*Task goal*.
Leave the images out, and copy each of the records below exactly.

** Opening Records shown block **

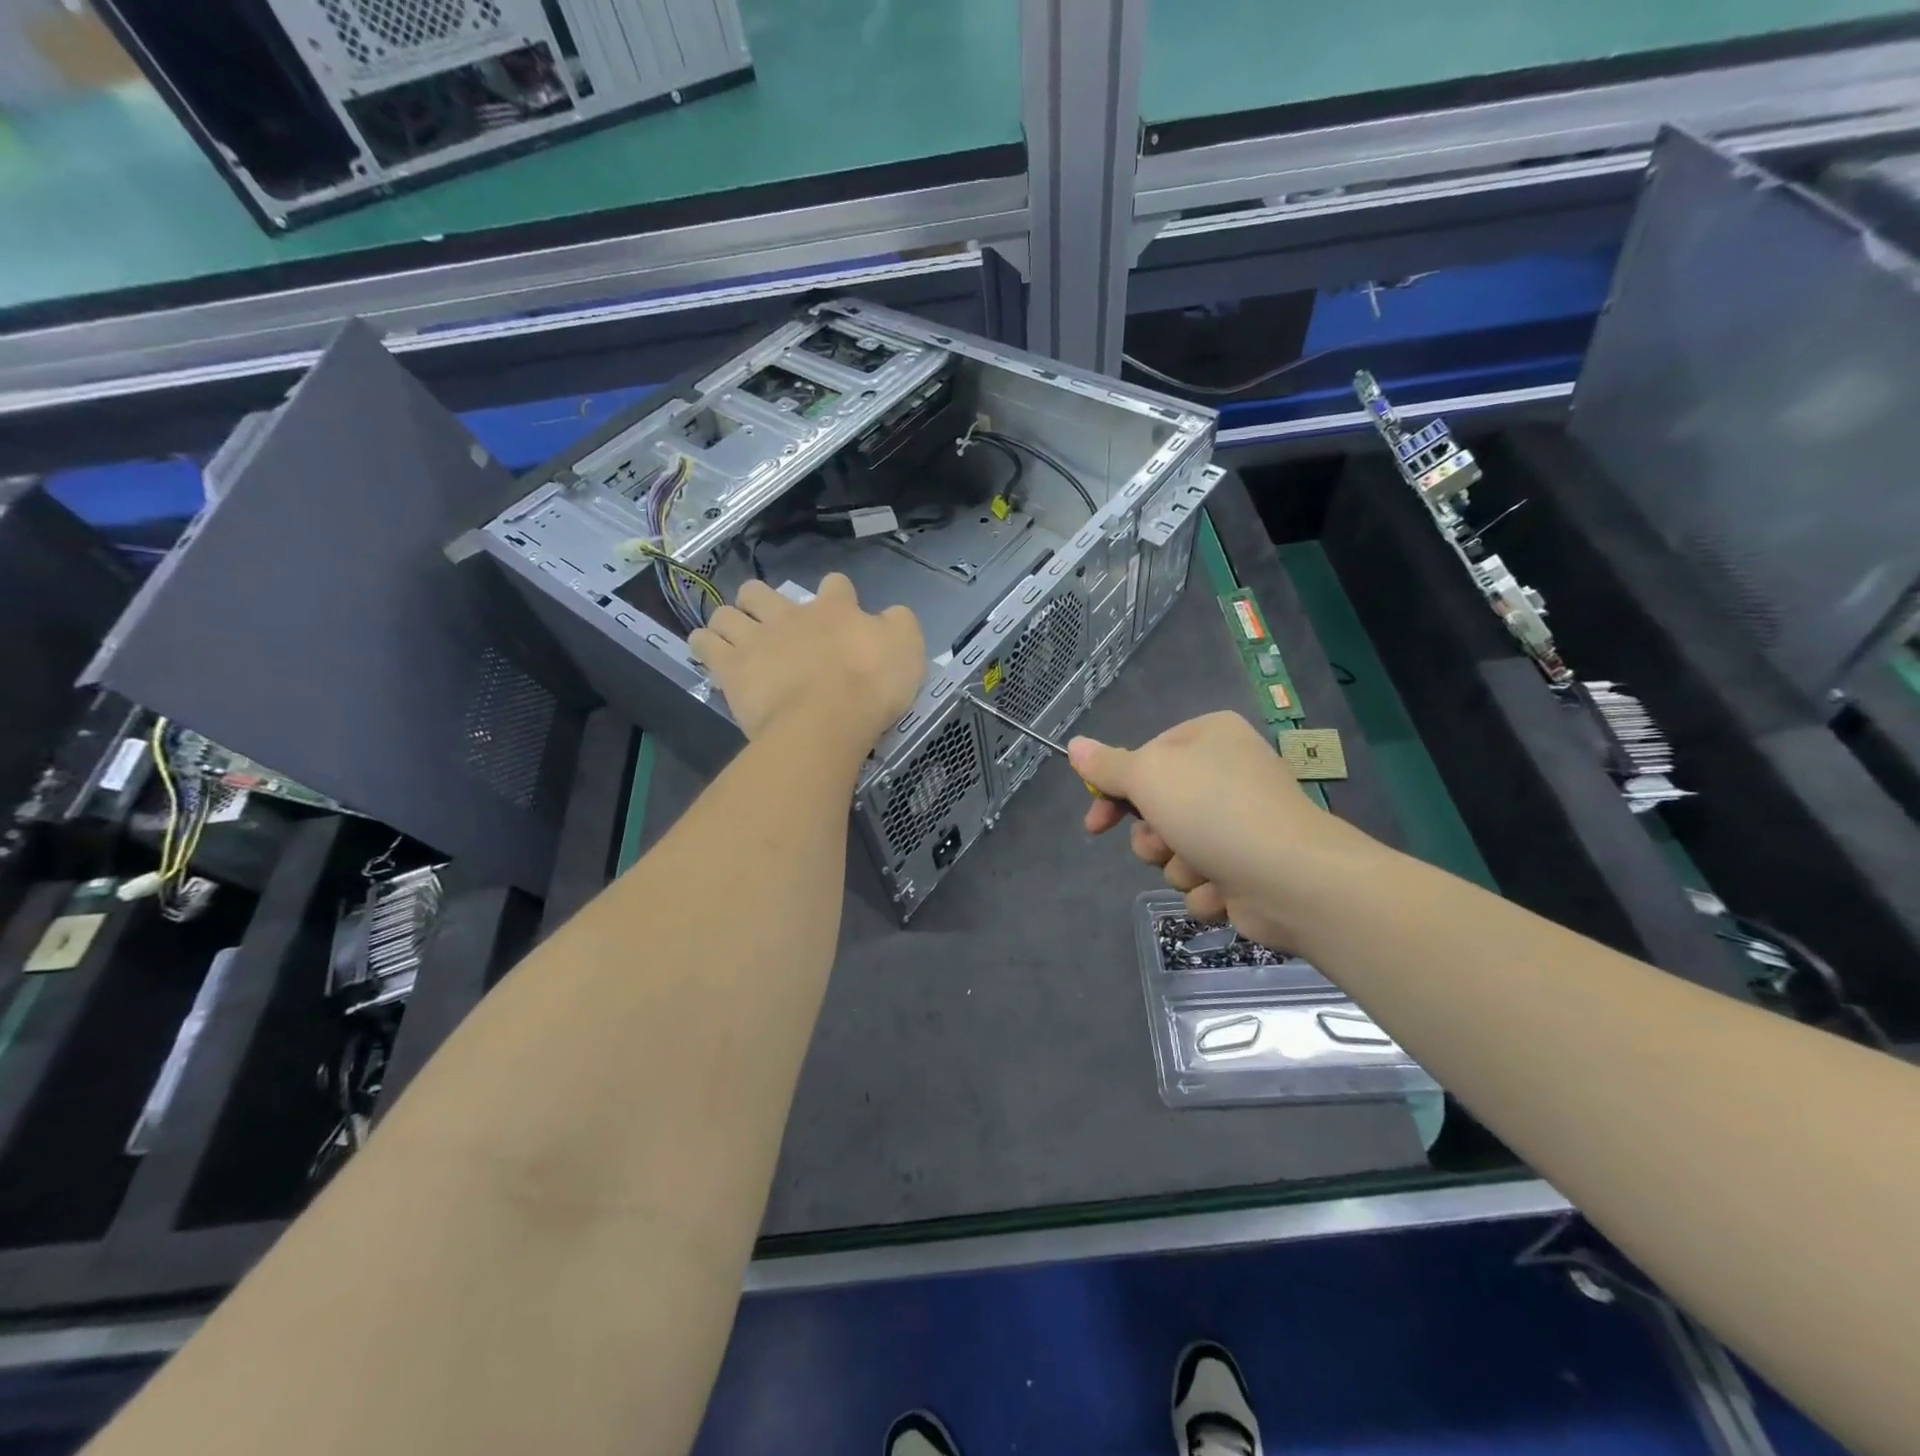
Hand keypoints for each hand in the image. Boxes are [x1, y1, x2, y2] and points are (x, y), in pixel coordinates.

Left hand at [689, 574, 924, 748]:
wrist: (827, 721)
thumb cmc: (871, 687)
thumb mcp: (908, 649)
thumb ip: (899, 625)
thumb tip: (889, 614)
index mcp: (836, 609)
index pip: (835, 584)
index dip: (837, 594)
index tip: (841, 609)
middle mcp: (790, 615)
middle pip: (762, 591)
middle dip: (762, 600)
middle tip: (771, 621)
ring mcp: (756, 639)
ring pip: (726, 613)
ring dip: (729, 621)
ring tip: (734, 637)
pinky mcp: (731, 668)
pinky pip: (704, 644)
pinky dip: (705, 643)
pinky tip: (709, 650)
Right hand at [1069, 712, 1377, 950]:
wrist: (1292, 879)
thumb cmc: (1214, 810)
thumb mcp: (1148, 776)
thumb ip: (1107, 765)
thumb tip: (1075, 746)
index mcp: (1209, 737)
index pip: (1145, 758)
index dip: (1115, 793)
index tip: (1096, 823)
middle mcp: (1227, 773)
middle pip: (1157, 808)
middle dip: (1152, 836)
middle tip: (1163, 842)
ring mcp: (1242, 823)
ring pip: (1176, 849)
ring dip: (1178, 865)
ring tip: (1202, 868)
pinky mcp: (1250, 867)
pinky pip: (1204, 879)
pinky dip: (1206, 889)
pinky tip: (1224, 890)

** Closing Records shown block **

*Solution for this exercise*.
Hand keypoints for each hand in the image. Boxes are [x1, y1, x2, y2] and points are (x, y), in pixel coordinates.

Left hand at [689, 574, 924, 748]:
wrist: (827, 721)
thumb cmc: (871, 687)
thumb mcp: (908, 649)
thumb ip: (899, 625)
thumb tip: (889, 614)
index mcp: (836, 609)
index pip: (835, 584)
index dip: (837, 594)
index tip: (841, 609)
middle mcp: (790, 615)
middle pip: (762, 591)
middle dip: (762, 600)
middle tip: (771, 621)
ring mcp: (756, 639)
ring pip: (726, 613)
ring dip: (729, 621)
ring tip: (734, 637)
pinky mcp: (731, 668)
pinky pip: (704, 644)
pinky dip: (705, 643)
pinky tip: (709, 650)
Right hand at [1069, 712, 1377, 950]:
wrist: (1292, 879)
thumb cmc: (1214, 810)
thumb mcp: (1148, 776)
thumb ip: (1107, 765)
thumb tip: (1075, 746)
index mcp: (1209, 737)
index pip: (1145, 758)
index dip: (1115, 793)
index tip: (1096, 823)
middle mcp: (1227, 773)
middle pip: (1157, 808)
middle dip: (1152, 836)
middle tip: (1163, 842)
ring mcp: (1242, 823)
ring pip: (1176, 849)
ring dip: (1178, 865)
ring tip: (1202, 868)
pinky mcp: (1250, 867)
pinky pip: (1204, 879)
pinky dip: (1206, 889)
pinky tip: (1224, 890)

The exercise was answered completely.